Представив себе большую и лакомую цель, бандиты перестали спорить. В любом случае, чтобы возражать Фемистию, нужно было иметь немалую смелость.
Они подъехали к монастырю незадолго до заката. Несколько монахов еще работали в поле. Завывая, как демоны, фанасиоты бросились на них. Взметнулись сабли, опустились и вновь взметнулись уже обагренными. Вместо молитв Фосу в краснеющее небо вознеслись вопли.
— Сожжем монастырь! — крикнул Фемистий. — Даже у монахов до хрена добра. Зачем им столько?
Пришпорив лошадь, он направил ее к воротам монастыря и оказался во дворе быстрее, чем ошеломленные монахи успели их захлопнуть. Его сабля отпугнула кинувшегося было к воротам монаха, и секунду спустя к Фемистию присоединилось несколько других его волков.
Некоторые бандиты везли с собой тлеющие фитили. Быстро вспыхнули пропитанные маслом факелы. Сиагрий сунул один из них в руку Фостия.
— Держи, — прорычал он. — Сделай что-нибудь стоящее. — «А иначе будет плохо», — об этом говорили глаза Сиагрия и то, как он держал саблю.
Фостий бросил факел в стену, надеясь, что он погаснет, но он подкатился к деревянной стене.
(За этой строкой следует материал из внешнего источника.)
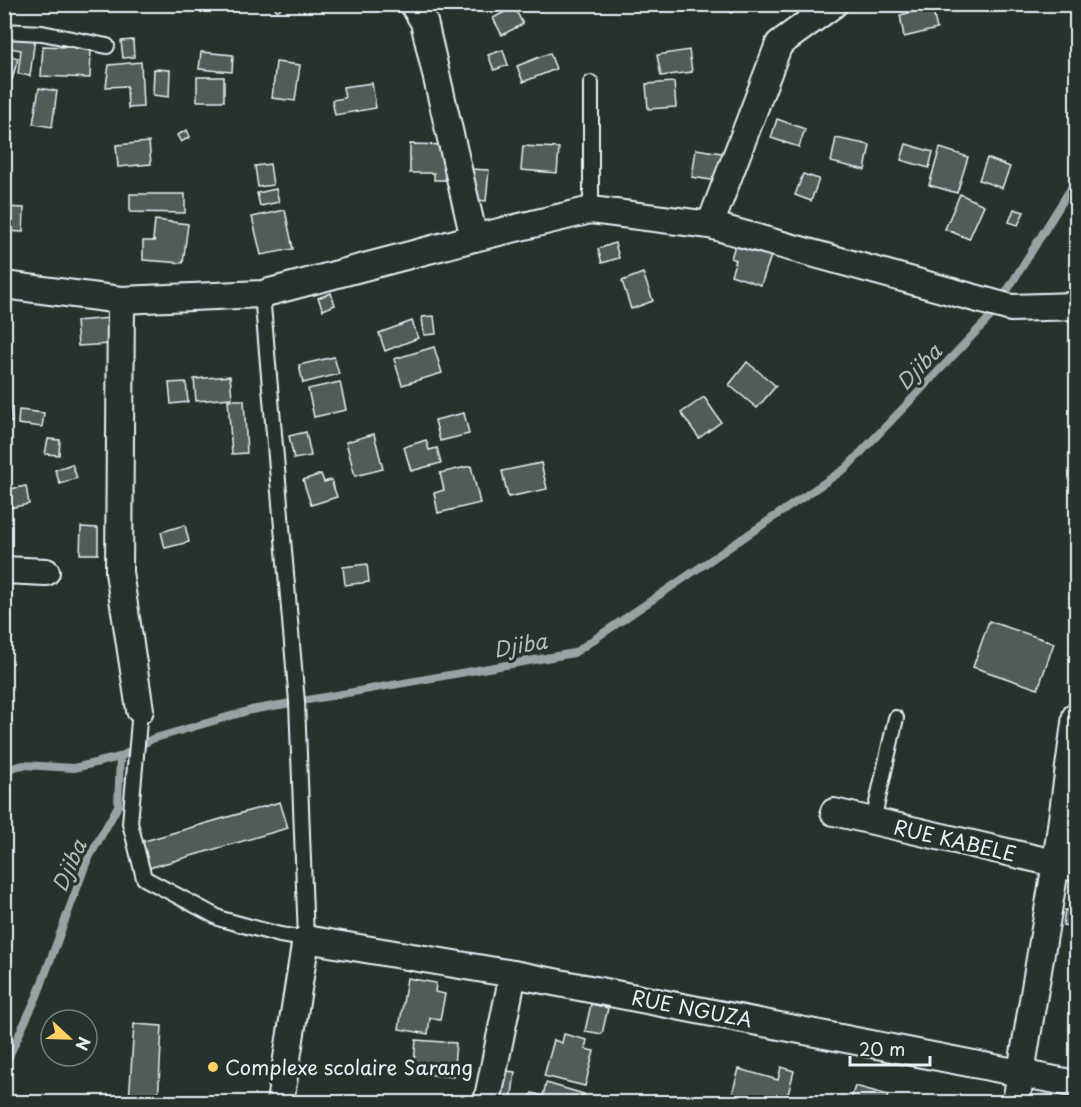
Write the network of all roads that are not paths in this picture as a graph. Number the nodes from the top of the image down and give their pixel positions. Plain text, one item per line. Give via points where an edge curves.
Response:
1 (413, 4) edge
2 (834, 4) edge
3 (4, 31) edge
4 (107, 46) dead end
5 (591, 83) dead end
6 (591, 210) junction
7 (710, 225) junction
8 (474, 238) junction
9 (4, 285) edge
10 (262, 294) junction
11 (121, 300) junction
12 (1077, 306) edge
13 (4, 570) edge
14 (46, 572) dead end
15 (140, 710) joint
16 (1077, 716) edge
17 (896, 718) dead end
18 (834, 812) dead end
19 (873, 821) junction
20 (1066, 865) edge
21 (306, 939) junction
22 (513, 974) junction
23 (1022, 1072) junction
24 (1077, 1084) edge
25 (280, 1102) edge
26 (487, 1102) edge
27 (1016, 1102) edge

1 - 8 street via 424,22
2 - 7 street via 779,44
3 - 4 lane via 42,33
5 - 6 lane
6 - 7 street
6 - 8 street
7 - 12 street via 1011,308
8 - 10 street
9 - 11 street
10 - 11 street
10 - 21 lane via 297,702
11 - 15 street via 119,572
13 - 14 street
15 - 21 lane via 130,823 144,878 220,919
16 - 20 street
17 - 19 lane
18 - 19 street, RUE KABELE
19 - 20 street, RUE KABELE
20 - 23 street
21 - 22 street, RUE NGUZA
21 - 25 street
22 - 23 street, RUE NGUZA
22 - 26 street
23 - 24 street, RUE NGUZA
23 - 27 street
Пламя затрещало, занялось и начало расползаться. Сиагрий хлопнул его по спине, словно посвящая в братство поджигателей и бандитов.
Содрогнувшись, Фостий понял, что это действительно так.
Что-то неразборчиво крича, на него бросился монах с дубиной. Фостию хотелось сказать бритоголовому святому человеку, что произошла чудовищная ошибка, что он не хотел оказаться здесь и причинять какой-либо вред монастырю.
Но монаха это совершенно не волновало. Ему хотелось лишь одного — убить ближайшего к нему бандита, каковым оказался Фостий.
Он отбил первый яростный удар монаха, затем второй.
— Да руби же его, клянусь благим богом! — с отвращением рявкнул Сиагрий. — Ты что думаешь, он устанет и сам уйдет?
Третий удар ему не удалось отбить полностью. Дубина скользнула по его голени, и Фостий прикусил губу от боли. Он осознал со все нарастающим отчаянием, что ему не удастся просто держать монаха на расстоянии, потому что тому хочется лишь одного — убить его.
Монах замахнулся снова. Фостий рубанул и ощутил, как сабля рассекла плоть.
За его спиной радостно взревел Сиагрий. Фостий охотно убил бы бандита уже за то, что тот поставил его в ситуацию, когда ему пришлось или убить монаха, или позволить тому искалечить или убить его самого.